Me 163 Komet. Scale glider version of the rocket powered fighter, for bungee launch or PSS.

Quote: Your Full SIZE Plan Dennis Rattle's unique Messerschmitt Komet Me 163.

ONE of the most interesting aircraft to appear in the last war was the Messerschmitt Me.163 Komet. The story of the development of this machine is told in the book 'Rocket Fighter' which contains, in addition, a wealth of photographs. Some four examples are in this country, Science Museum - South Kensington, Imperial War Museum, College of Aeronautics (Cranfield) and RAF Colerne.

From the modelling aspect, the Komet offers something different, especially as a glider and it is interesting to note that a glider version was actually built by the Japanese, for training purposes. It was of wooden construction and some fifty were built, with the designation MXY7, Akigusa (Autumn Grass).
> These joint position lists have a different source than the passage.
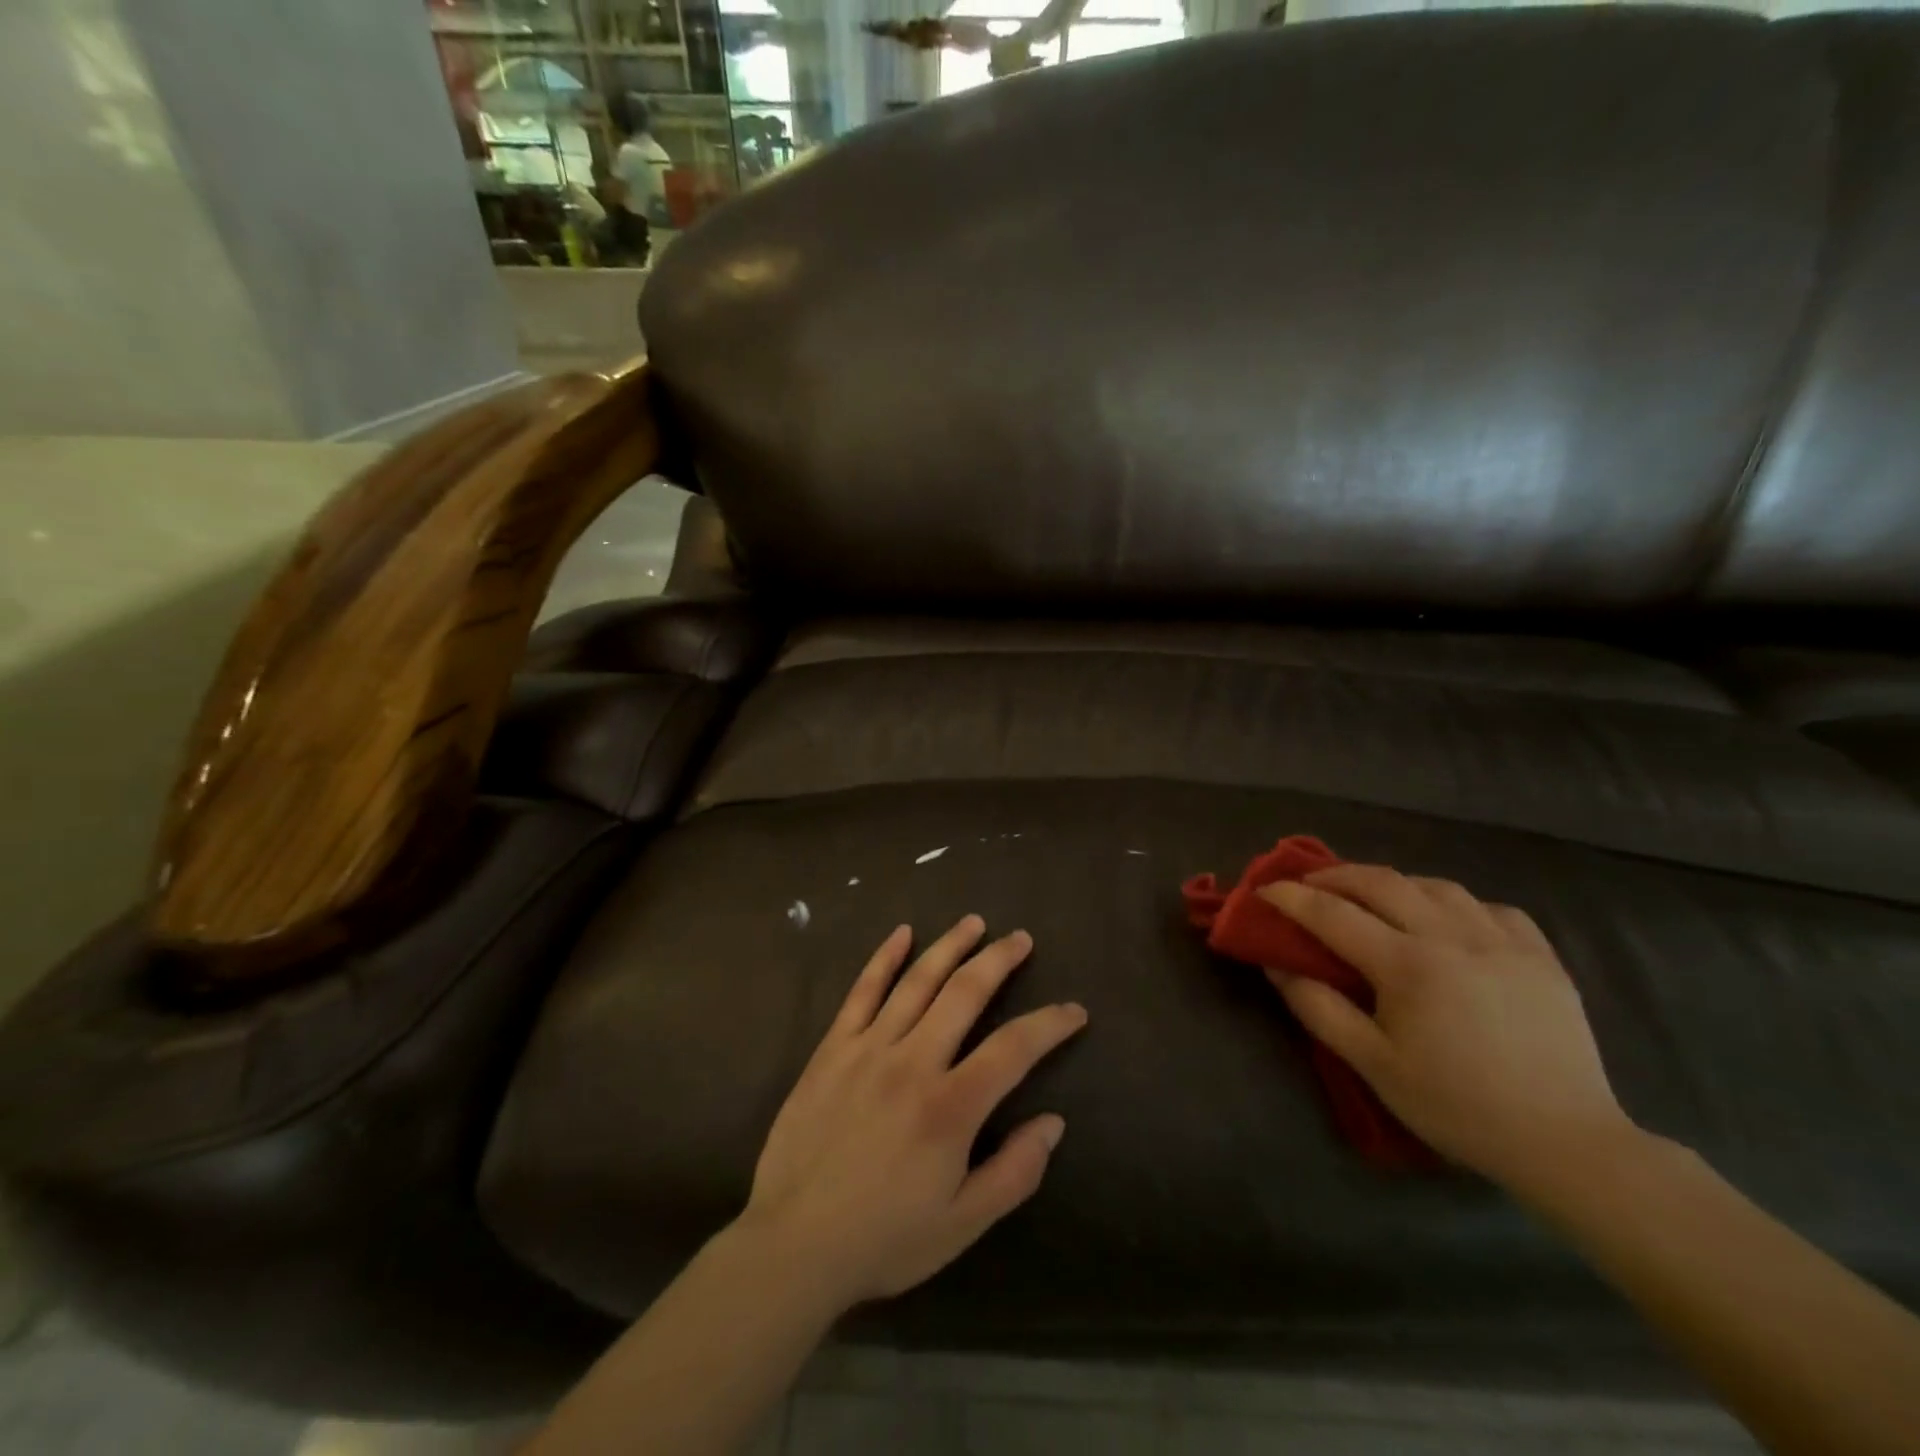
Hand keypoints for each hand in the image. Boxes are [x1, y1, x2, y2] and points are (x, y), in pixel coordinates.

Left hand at [738, 916, 1086, 1310]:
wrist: (792, 1245)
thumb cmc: (883, 1238)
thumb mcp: (962, 1225)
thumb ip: (1014, 1173)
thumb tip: (1052, 1122)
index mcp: (950, 1107)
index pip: (1014, 1048)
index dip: (1050, 1024)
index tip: (1074, 1010)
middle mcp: (913, 1062)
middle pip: (965, 993)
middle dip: (999, 960)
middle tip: (1020, 939)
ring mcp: (868, 1048)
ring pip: (917, 981)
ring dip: (950, 946)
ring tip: (974, 923)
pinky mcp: (833, 1048)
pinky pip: (862, 991)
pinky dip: (884, 958)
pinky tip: (902, 933)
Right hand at [1257, 867, 1633, 1191]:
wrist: (1564, 1142)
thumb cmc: (1456, 1106)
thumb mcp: (1373, 1066)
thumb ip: (1319, 1009)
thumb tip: (1278, 966)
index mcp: (1407, 965)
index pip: (1333, 913)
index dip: (1292, 897)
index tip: (1265, 891)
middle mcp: (1452, 937)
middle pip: (1381, 882)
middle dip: (1336, 875)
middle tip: (1310, 883)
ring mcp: (1502, 941)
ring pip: (1436, 885)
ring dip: (1393, 884)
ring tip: (1375, 897)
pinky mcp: (1541, 955)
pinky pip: (1490, 907)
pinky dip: (1456, 904)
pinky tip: (1449, 922)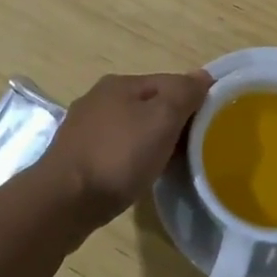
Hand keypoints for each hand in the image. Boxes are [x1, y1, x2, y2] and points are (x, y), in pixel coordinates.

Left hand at [40, 70, 213, 227]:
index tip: (213, 125)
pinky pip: (116, 151)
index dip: (194, 100)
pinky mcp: (77, 158)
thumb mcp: (161, 119)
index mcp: (120, 84)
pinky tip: (139, 175)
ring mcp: (84, 129)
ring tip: (171, 165)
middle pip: (150, 105)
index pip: (170, 82)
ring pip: (132, 129)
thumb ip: (184, 94)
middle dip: (173, 123)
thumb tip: (203, 75)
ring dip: (152, 142)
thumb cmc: (118, 156)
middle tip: (195, 148)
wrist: (63, 202)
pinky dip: (132, 159)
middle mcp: (99, 99)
Construction has been simplified by the use of thin card for farmers, note the turned flanges for stringer fixing. The more ambitious modeller might try to bury a Cox .010 in the nose or modify the tail end for Jetex, but it is with the glider version we are concerned here.

Start the fuselage with the nose cone, fabricated from a series of rings A to E, and built-up segments F to K, which, after cementing and dry are roughly shaped. Next, build a basic frame, shown shaded, this includes members marked with an asterisk. To this frame, formers 1 to 8 are added, these being reinforced as on the drawing. Ensure squareness in assembling these.

Continue with stringering, starting with 'f', these pass thro' formers 2-5 and stabilise the structure. Spar on formers 2 can now be located and cemented, followed by all other stringers and centre section structure. The balsa nose cone and decking complete this part which can now be sanded, covered and doped.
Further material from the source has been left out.